Après des années folles où le succès se mesurait bien souvent aux montants levés, la réalité a fini par frapper à la porte. En témoigne l’exemple récent de Luko, l’assurtech française qui se retrouve au bord de la faillite après avoir levé des dizaines de millions. Dans un contexte où l’argent se fait plus rare, les startups bootstrappées, autrement dit celles qui se développent sans capitaux externes, sont mises sous les projecteurs. Longtemps laissées pour compte par les médias et les leaders d’opinion, elles retrouvent aujourd’hui leurs lettres de noblesse. 

Myphotoagency a été créé il y a onze ans. Contrairement à ses plus gros concurrents, la PME n’a jamais fait les gros titres pour ses levées records, mais l’aventure a tout de même démarré avec un tour de table de 300 000 euros auprès de business angels. « Nous n’avions pas d’argent et nous avions besoin d’un minimum de liquidités pour commencer. Depuis, nous avons racheté toutes les parts, et nous sommes propriétaires à 100% de notre société », commente Sarah Aizenman, co-fondatrice de Myphotoagency.
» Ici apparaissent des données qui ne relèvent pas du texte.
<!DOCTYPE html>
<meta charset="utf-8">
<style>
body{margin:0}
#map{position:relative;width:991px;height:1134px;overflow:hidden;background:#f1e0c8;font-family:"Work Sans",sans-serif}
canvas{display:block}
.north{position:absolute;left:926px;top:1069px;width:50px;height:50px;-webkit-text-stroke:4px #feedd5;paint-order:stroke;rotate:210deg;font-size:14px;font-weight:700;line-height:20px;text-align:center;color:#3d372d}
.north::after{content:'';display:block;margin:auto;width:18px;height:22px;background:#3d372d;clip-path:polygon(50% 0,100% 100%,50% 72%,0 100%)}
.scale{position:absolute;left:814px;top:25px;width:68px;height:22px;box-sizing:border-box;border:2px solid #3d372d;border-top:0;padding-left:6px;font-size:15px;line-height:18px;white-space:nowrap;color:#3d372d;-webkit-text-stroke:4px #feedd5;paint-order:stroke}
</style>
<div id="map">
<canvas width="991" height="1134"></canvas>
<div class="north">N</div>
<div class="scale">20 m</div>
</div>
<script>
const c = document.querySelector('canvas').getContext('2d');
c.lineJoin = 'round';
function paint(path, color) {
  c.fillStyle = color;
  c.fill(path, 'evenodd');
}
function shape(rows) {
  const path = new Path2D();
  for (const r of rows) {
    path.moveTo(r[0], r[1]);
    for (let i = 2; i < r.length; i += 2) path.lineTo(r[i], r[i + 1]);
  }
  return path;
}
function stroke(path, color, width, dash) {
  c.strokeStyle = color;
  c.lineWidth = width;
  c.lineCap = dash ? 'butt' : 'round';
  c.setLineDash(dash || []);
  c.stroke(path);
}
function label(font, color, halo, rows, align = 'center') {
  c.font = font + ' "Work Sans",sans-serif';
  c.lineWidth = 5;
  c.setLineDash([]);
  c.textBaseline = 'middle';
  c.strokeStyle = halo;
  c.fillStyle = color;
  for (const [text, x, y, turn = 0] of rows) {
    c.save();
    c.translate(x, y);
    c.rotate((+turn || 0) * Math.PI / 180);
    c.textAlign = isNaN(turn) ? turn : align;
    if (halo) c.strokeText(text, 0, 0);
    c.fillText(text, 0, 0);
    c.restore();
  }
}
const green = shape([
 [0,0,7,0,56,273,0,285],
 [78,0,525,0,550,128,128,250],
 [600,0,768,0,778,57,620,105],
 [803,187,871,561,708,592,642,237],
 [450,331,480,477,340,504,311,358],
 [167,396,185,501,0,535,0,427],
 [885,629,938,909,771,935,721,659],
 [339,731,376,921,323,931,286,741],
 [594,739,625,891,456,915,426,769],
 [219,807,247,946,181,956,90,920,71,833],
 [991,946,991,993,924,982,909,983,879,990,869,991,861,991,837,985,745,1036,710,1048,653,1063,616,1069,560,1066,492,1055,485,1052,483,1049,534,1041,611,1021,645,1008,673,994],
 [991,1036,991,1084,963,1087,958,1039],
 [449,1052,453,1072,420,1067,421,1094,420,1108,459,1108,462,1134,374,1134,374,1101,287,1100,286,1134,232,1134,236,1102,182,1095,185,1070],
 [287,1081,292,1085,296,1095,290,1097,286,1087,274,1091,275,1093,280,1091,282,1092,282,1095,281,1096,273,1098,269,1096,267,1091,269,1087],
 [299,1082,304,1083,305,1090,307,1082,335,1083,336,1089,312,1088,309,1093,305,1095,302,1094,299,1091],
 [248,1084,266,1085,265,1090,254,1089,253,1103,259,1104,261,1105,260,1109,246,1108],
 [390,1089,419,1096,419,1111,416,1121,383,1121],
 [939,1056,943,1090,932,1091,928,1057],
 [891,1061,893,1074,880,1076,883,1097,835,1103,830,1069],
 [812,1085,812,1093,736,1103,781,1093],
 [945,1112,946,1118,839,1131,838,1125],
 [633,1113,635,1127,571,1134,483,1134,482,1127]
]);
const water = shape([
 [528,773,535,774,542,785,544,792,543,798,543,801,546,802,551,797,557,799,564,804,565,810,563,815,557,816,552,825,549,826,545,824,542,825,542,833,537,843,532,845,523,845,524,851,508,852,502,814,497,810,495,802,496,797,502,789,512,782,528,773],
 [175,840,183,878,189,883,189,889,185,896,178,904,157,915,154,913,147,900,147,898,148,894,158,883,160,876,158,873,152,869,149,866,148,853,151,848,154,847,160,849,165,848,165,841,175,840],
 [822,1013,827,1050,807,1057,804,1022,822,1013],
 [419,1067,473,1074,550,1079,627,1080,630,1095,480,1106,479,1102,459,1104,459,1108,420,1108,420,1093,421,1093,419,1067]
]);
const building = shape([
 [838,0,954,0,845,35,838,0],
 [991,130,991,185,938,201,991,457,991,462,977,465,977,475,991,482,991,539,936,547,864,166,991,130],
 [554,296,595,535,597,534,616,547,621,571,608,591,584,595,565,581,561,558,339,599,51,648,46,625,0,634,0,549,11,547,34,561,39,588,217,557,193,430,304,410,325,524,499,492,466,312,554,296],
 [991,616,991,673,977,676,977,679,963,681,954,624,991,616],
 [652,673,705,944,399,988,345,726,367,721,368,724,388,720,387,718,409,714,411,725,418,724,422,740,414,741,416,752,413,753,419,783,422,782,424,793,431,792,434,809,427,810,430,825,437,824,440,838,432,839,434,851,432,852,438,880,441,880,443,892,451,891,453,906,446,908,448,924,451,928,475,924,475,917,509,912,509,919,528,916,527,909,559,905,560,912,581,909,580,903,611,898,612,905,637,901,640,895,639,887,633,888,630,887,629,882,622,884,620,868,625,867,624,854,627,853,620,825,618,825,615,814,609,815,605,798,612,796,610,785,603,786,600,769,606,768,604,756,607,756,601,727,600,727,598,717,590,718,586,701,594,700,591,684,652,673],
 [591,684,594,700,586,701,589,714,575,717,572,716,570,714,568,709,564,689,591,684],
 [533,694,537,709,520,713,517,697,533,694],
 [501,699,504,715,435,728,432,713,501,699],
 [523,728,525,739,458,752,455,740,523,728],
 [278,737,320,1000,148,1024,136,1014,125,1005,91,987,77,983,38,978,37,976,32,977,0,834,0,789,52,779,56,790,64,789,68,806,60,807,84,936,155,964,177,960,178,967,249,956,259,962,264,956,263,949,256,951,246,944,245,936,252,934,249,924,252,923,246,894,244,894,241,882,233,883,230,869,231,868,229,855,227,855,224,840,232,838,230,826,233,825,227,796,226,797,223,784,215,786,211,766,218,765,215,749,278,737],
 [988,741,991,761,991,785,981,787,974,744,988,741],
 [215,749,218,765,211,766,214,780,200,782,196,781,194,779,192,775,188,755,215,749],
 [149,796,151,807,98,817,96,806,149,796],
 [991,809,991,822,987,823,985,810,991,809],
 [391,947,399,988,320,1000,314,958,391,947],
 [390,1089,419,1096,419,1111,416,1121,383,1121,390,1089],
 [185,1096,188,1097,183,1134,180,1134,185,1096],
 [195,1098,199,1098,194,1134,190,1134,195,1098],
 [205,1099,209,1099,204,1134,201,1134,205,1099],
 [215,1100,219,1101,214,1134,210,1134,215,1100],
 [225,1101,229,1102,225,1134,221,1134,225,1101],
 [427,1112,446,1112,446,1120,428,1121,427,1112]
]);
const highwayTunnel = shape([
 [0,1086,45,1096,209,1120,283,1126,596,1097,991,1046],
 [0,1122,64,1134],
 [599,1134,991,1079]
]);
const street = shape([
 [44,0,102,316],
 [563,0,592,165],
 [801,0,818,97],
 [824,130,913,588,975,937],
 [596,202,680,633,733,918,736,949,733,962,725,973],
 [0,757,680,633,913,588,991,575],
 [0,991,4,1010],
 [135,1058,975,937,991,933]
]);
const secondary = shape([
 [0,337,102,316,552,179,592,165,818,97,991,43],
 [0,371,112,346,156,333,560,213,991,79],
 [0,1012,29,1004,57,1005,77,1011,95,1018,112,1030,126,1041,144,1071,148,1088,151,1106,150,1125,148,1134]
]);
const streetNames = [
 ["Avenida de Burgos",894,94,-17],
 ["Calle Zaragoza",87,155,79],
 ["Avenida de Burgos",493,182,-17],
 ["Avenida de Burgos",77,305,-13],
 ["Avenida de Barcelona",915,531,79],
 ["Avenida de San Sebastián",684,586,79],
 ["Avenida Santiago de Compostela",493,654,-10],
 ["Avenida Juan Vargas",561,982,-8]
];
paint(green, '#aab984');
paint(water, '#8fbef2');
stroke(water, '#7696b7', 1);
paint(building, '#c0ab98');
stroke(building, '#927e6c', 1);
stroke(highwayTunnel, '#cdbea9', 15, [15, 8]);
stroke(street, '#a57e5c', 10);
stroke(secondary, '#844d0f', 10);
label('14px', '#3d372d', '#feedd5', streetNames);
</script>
"On a dévalorisé l'intelligence de l'entrepreneur"

Myphotoagency se rapproche aujourd’hui des 10 millions de chiffre d’affaires et dégage un résultat positif depuis huit ans. Des données particulièrement encourageantes quand son principal concurrent, Meero, autrefois érigé en licorne, navigue aujourd’hui en eaux troubles. « Pendant des années, les leaders d’opinion étaient obnubilés par le montant des levées de fonds. On a fait entrer au Next 40 des boites qui levaient des millions, mais en perdaient et n’étaient jamais rentables. Ça n’a jamais dérangé personne. Je trouvais cela délirant. Pour moi, on a envoyé des signaux négatifs et dévalorisé l’intelligence de l’entrepreneur en faisant croire à ceux qui ne faisaient pas de levées de fonds qu’ils échouaient », partage Sarah Aizenman.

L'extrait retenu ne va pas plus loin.